* [WORK ITEM]: Only the text of the entries below should appear in your exact transcription; leave out every picture.

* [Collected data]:
>>>

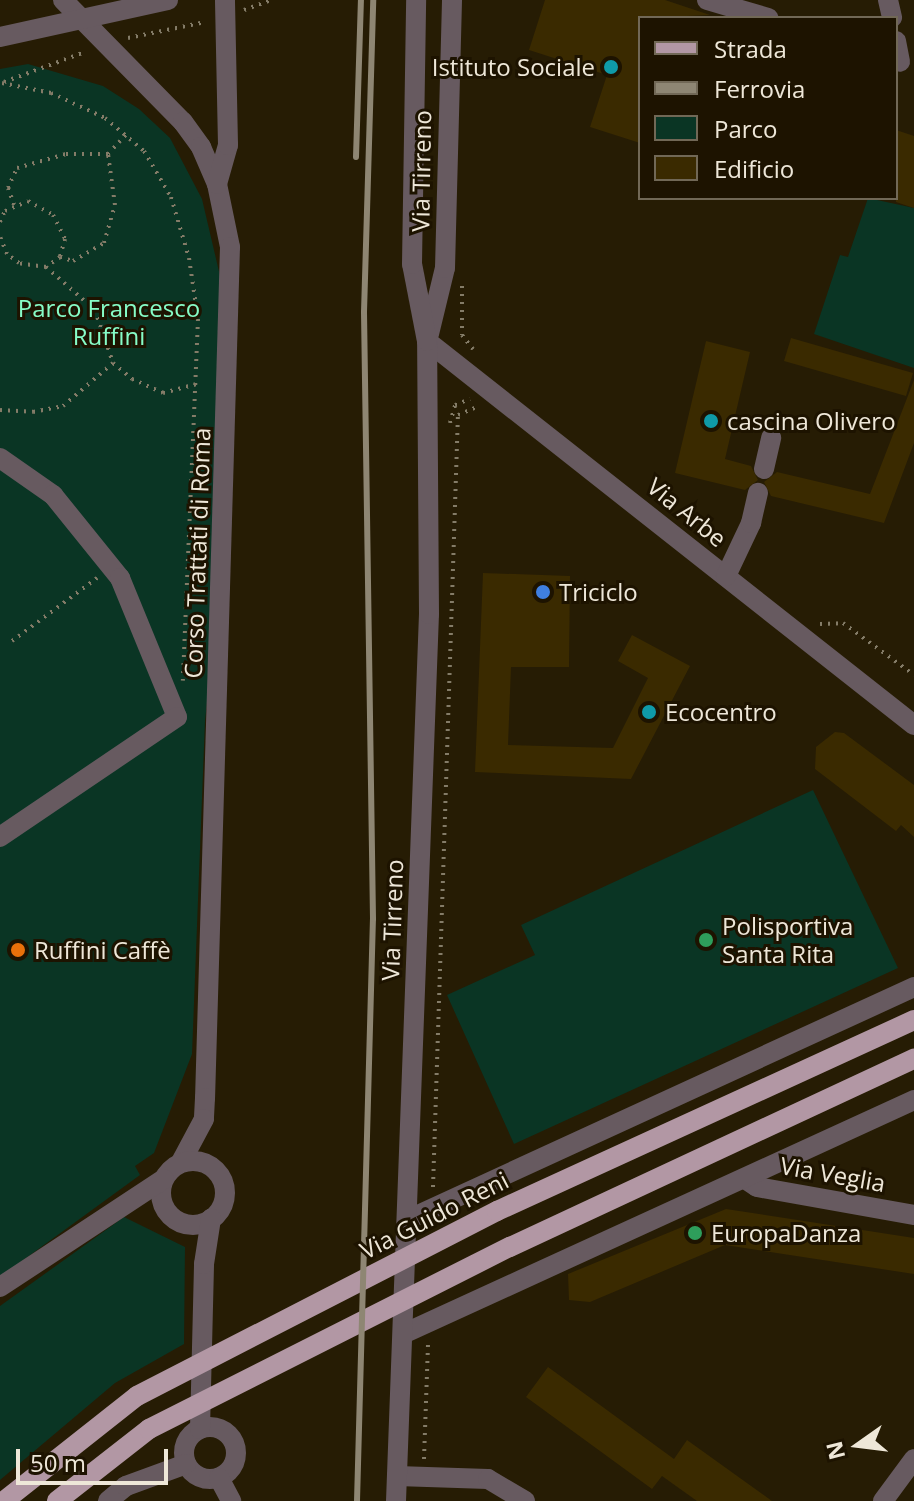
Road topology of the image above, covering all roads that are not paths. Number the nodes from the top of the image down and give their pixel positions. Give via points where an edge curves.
1 (63, 0) edge
2 (168, 0) edge
3 (225, 0) edge
4 (416, 0) edge
5 (452, 0) edge
6 (706, 0) edge
7 (761, 16) edge
8 (79, 20) junction
9 (0, 37) edge
10 (898, 52) edge
11 (900, 62) dead end
12 (217, 184) junction
13 (427, 341) junction
14 (771, 438) dead end
15 (0, 458) edge
16 (764, 469) dead end
17 (758, 493) dead end
18 (726, 576) junction
19 (914, 725) edge
20 (0, 837) edge
21 (914, 987) edge
22 (914, 1020) edge
23 (914, 1059) edge
24 (914, 1100) edge
25 (204, 1119) junction
26 (181, 1162) junction
27 (217, 1173) junction
28 (164, 1179) junction
29 (745, 1179) junction
30 (113, 1209) junction
31 (914, 1215) edge
32 (176, 1218) junction
33 (211, 1219) junction
34 (407, 1220) junction
35 (204, 1264) junction
36 (0, 1287) edge
37 (403, 1334) junction
38 (200, 1429) junction
39 (914, 1459) edge
40 (186, 1464) junction
41 (397, 1476) junction
42 (219, 1478) junction
43 (4, 1501) edge
44 (57, 1501) edge
45 (108, 1501) edge
46 (231, 1501) edge
47 (396, 1501) edge
48 (525, 1501) edge
49 (883, 1501) edge

1 - 8 street, Corso Trattati di Roma
2 - 8 street
3 - 12 street via 228,145
4 - 13 street, Via Tirreno via 412,264
5 - 13 street, Via Tirreno via 445,268
6 - 7 street
8 - 9 street
8 - 12 street, Corso Trattati di Roma via 183,122
10 - 11 street
12 - 25 street, Corso Trattati di Roma via 230,247 231,301
13 - 18 street, Via Arbe
13 - 34 street, Via Tirreno via 429,614
14 - 16 street
15 - 20 street via 53,495 112,567 177,717
17 - 18 street via 751,523
18 - 19 street, Via Arbe
21 - 34 street, Via Guido Reni
22 - 43 main road, Via Guido Reni via 497,1211 137,1396
23 - 44 main road via 510,1247 162,1422 122,1447
24 - 29 street
25 - 26 street, Corso Trattati di Roma
25 - 27 street
26 - 27 street via 199,1161
26 - 28 street
27 - 33 street via 224,1200
28 - 30 street
28 - 32 street via 160,1194
29 - 31 street, Via Veglia via 757,1187
29 - 37 street
30 - 32 street
30 - 36 street
32 - 33 street
32 - 35 street
33 - 35 street
34 - 37 street, Via Tirreno
35 - 38 street
37 - 41 street, Via Tirreno
38 - 40 street via 185,1447
38 - 42 street via 218,1428 235,1443 234,1466
39 - 49 street
40 - 42 street via 202,1478
40 - 45 street via 126,1486
41 - 47 street, Via Tirreno
41 - 48 street via 488,1479
42 - 46 street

<<<

* [TASK SOLUTION]:
Road topology of the image above, covering all roads that are not paths. Number the nodes from the top of the image down and give their pixel positions. Give via points where an edge curves.
1 (63, 0) edge
2 (168, 0) edge
3 (225, 0) edge
4 (416, 0) edge
5 (452, 0) edge
6 (706, 0) edge
7 (761, 16) edge
8 (79, 20) junction
9 (0, 37) edge
10 (898, 52) edge
11 (900, 62) dead end
12 (217, 184) junction
13 (427, 341) junction
14 (771, 438) dead end
15 (0, 458) edge
16 (764, 469) dead end
17 (758, 493) dead end
18 (726, 576) junction
19 (914, 725) edge
20 (0, 837) edge
21 (914, 987) edge
22 (914, 1020) edge
23 (914, 1059) edge
24 (914, 1100) edge
25 (204, 1119) junction
26 (181, 1162) junction
27 (217, 1173) junction
28 (164, 1179) junction
29 (745, 1179) junction
30 (113, 1209) junction
31 (914, 1215) edge
32 (176, 1218) junction
33 (211, 1219) junction
34 (407, 1220) junction
35 (204, 1264) junction
36 (0, 1287) edge
37 (403, 1334) junction
38 (200, 1429) junction
39 (914, 1459) edge
40 (186, 1464) junction
41 (397, 1476) junction
42 (219, 1478) junction
43 (4, 1501) edge
44 (57, 1501) edge
45 (108, 1501) edge
46 (231, 1501) edge
47 (396, 1501) edge
48 (525, 1501) edge
49 (883, 1501) edge

1 - 8 street, Corso Trattati di Roma
2 - 8 street
3 - 12 street via 228,145
4 - 13 street, Via Tirreno via 412,264
5 - 13 street, Via Tirreno via 445,268
6 - 7 street
8 - 9 street
8 - 12 street, Corso Trattati di Roma via 183,122
10 - 11 street
12 - 25 street, Corso Trattati di Roma via 230,247 231,301
13 - 18 street, Via Arbe
13 - 34 street, Via Tirreno via 429,614
14 - 16 street
15 - 20 street via 53,495 112,567 177,717
17 - 18 street via 751,523
18 - 19 street, Via Arbe
21 - 34 street, Via Guido Reni
22 - 43 main road, Via Guido Reni via 497,1211 137,1396
23 - 44 main road via 510,1247 162,1422 122,1447
24 - 29 street
25 - 26 street, Corso Trattati di Roma
25 - 27 street
26 - 27 street via 199,1161
26 - 28 street
27 - 33 street via 224,1200
28 - 30 street
28 - 32 street via 160,1194
29 - 31 street, Via Veglia via 757,1187
29 - 37 street
30 - 32 street
30 - 36 street
32 - 33 street
32 - 35 street
33 - 35 street
34 - 37 street, Via Tirreno
35 - 38 street
37 - 41 street, Via Tirreno
38 - 40 street via 185,1447
38 - 42 street via 218,1428 235,1443 234,1466
39 - 49 street
40 - 42 street via 202,1478
40 - 45 street via 126,1486
41 - 47 street, Via Tirreno
41 - 48 street via 488,1479
42 - 46 street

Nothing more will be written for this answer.